After his period at the academy, the painter and sculptor Servranckx developed a highly individual path to abstraction, which unmistakably borrows from Cubo-Futurism and Constructivism, but also from the Purist approaches of artists like Amédée Ozenfant or Le Corbusier. At times his compositions are reminiscent of the formal idiom of Léger or appear, as in the case of our work, to take the form of parts from fantastic machines.
The young Victor Servranckx had already established broad connections and knew how to combine a high level of intuition with a specific affinity for theoretical questions in his work (in 1922, for example, he and René Magritte composed the unpublished manifesto “L'art pur: Défense de l'esthétique”). He received his education as an artist between 1913 and 1917 at the Académie Royale des Beaux-Arts in Brussels. In 1917 his work was already being exhibited for the first time, at the Galerie Giroux, and in Belgium he quickly became a celebrated pioneer of the avant-garde with his constructive-abstract works of the 1920s. Just one year later, Servranckx showed his works at Léonce Rosenberg's Parisian gallery “L'Effort Moderne”, where he met Filippo Tommaso Marinetti, Theo van Doesburg, Fernand Léger and Marcel Duchamp, among others.

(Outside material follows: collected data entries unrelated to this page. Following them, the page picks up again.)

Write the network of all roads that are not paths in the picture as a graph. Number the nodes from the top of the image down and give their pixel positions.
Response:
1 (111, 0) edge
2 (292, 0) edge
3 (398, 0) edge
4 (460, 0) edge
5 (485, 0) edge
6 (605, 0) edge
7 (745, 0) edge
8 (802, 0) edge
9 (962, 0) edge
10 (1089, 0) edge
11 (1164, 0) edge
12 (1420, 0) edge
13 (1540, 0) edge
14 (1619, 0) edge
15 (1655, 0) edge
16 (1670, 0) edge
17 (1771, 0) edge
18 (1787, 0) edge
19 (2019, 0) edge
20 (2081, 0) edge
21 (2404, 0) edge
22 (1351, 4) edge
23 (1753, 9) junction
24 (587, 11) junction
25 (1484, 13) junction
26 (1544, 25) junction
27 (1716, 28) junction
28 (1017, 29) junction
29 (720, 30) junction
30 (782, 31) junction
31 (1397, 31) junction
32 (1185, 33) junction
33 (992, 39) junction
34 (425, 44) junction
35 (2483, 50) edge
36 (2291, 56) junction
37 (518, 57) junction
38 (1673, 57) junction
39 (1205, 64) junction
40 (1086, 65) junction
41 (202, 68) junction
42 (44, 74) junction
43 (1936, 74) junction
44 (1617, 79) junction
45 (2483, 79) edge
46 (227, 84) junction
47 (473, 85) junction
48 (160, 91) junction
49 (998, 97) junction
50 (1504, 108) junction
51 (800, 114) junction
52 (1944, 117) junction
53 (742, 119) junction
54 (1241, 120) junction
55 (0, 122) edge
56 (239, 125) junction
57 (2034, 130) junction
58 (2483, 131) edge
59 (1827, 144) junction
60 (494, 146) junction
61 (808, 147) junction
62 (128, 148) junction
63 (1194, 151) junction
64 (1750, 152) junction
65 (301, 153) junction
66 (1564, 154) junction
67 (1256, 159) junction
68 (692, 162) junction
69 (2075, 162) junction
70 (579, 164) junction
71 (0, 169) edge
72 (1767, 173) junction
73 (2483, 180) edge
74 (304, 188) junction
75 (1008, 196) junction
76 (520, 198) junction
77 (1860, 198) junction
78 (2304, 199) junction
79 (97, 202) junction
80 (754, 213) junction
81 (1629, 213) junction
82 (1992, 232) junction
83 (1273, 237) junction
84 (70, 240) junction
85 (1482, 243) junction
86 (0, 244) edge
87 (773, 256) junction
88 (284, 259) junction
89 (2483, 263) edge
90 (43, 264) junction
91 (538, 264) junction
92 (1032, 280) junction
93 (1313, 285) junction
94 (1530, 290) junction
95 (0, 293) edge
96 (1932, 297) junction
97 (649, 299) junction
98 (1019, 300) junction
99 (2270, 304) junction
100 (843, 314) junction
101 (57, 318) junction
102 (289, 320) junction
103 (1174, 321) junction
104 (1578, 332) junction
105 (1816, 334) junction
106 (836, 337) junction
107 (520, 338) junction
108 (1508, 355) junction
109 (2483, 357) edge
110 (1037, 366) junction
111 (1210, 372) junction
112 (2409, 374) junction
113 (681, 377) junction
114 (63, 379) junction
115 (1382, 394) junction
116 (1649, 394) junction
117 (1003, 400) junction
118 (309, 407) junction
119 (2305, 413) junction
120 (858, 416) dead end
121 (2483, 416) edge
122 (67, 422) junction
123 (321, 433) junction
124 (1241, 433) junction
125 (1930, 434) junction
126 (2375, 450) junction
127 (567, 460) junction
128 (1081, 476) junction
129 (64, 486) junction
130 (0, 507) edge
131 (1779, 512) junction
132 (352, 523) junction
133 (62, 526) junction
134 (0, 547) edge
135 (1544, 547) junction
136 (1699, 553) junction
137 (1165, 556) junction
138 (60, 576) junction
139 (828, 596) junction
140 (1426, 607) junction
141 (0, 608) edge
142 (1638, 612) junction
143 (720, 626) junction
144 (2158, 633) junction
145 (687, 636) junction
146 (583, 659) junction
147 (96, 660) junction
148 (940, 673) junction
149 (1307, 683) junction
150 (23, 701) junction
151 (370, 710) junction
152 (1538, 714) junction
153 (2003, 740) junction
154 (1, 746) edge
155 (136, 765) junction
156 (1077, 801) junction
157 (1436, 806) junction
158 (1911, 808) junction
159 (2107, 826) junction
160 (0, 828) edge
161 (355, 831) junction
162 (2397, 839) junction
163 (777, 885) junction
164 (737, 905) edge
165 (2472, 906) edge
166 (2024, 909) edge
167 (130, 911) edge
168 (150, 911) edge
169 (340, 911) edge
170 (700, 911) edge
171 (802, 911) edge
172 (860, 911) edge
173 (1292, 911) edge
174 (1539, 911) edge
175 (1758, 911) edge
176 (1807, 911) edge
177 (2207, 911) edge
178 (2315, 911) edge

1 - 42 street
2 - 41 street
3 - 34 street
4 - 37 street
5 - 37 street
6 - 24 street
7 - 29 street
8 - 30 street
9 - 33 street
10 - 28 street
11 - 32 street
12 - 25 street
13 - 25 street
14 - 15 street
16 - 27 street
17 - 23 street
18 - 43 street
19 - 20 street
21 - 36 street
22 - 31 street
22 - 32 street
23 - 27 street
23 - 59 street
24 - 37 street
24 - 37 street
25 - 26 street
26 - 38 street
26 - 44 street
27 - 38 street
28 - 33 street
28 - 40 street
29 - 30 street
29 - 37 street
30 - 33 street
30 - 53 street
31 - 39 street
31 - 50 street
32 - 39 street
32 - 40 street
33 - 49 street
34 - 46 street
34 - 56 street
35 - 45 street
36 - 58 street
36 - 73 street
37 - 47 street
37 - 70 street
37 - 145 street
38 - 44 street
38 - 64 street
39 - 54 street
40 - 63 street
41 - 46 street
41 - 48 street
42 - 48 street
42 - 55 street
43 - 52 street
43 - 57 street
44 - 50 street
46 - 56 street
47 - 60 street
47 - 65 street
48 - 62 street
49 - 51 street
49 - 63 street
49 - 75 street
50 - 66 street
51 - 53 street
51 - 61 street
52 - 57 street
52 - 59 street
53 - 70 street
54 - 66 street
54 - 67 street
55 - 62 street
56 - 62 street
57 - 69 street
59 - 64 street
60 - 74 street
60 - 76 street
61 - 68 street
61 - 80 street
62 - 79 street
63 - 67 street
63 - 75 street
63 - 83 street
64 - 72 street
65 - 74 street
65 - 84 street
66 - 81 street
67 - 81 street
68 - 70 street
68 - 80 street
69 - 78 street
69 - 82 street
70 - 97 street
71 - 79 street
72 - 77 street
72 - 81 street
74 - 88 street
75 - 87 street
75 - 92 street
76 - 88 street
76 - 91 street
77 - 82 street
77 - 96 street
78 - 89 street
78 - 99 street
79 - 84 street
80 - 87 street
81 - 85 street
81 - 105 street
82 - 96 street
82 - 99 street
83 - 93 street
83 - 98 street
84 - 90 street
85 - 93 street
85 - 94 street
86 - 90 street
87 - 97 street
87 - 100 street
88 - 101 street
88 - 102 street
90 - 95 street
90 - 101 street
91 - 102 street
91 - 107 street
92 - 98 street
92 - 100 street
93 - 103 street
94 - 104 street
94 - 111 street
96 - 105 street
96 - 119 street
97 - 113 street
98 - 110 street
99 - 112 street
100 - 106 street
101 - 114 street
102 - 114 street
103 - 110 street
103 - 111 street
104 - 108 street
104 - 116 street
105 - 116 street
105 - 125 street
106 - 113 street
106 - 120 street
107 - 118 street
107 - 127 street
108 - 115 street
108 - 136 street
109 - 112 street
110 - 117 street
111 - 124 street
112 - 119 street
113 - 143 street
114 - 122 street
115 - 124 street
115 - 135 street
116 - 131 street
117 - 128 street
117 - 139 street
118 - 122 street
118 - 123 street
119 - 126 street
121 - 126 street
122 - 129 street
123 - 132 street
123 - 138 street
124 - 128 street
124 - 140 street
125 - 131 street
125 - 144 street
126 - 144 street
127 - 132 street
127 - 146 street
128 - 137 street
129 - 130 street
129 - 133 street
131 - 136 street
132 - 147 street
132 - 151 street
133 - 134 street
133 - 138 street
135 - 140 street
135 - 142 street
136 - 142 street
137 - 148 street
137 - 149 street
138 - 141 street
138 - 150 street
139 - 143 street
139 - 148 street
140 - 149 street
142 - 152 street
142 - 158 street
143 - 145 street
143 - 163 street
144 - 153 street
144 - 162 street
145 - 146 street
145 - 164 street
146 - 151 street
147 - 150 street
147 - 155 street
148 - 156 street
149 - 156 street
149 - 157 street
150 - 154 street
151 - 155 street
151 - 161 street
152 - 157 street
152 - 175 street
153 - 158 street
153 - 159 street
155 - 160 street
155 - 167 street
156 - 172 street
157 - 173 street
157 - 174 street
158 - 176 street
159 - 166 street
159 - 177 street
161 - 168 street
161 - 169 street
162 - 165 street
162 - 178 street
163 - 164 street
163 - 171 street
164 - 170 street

It was not least due to his acquaintance with Duchamp that he was included in the exhibition of the Société Anonyme in New York. In the US Victor Servranckx also met the former Bauhaus teacher László Moholy-Nagy, who offered him a teaching position at the School of Design in Chicago. However, Servranckx turned down this offer and instead returned to Belgium. Numerous exhibitions followed, such as his inclusion at the Brussels World's Fair of 1958. Today his works can be found in numerous international museum collections, such as New York's Museum of Modern Art or the Museo Nacional Thyssen-Bornemisza in Madrid.
Provenance
Fernand Smeulders, St. Amandsberg/Ghent; Galerie Gmurzynska, Cologne; Private collection, Berlin
Literature
Exhib. cat. Hommage à Servranckx à l'occasion de son soixantième anniversaire - Hulde aan Servranckx ter gelegenheid van zijn zestigste verjaardag, Galerie "Les contemporains", Brussels 1957, with illus.
Exhibitions
Brussels 1965 (Musée des Beaux-Arts D'Ixelles), Servranckx, cat. no. 85 (label on stretcher); Hasselt 1970 (Provinciaal Begijnhof), Retrospectieve tentoonstelling Victor Servranckx, cat. no. 38 (label on stretcher)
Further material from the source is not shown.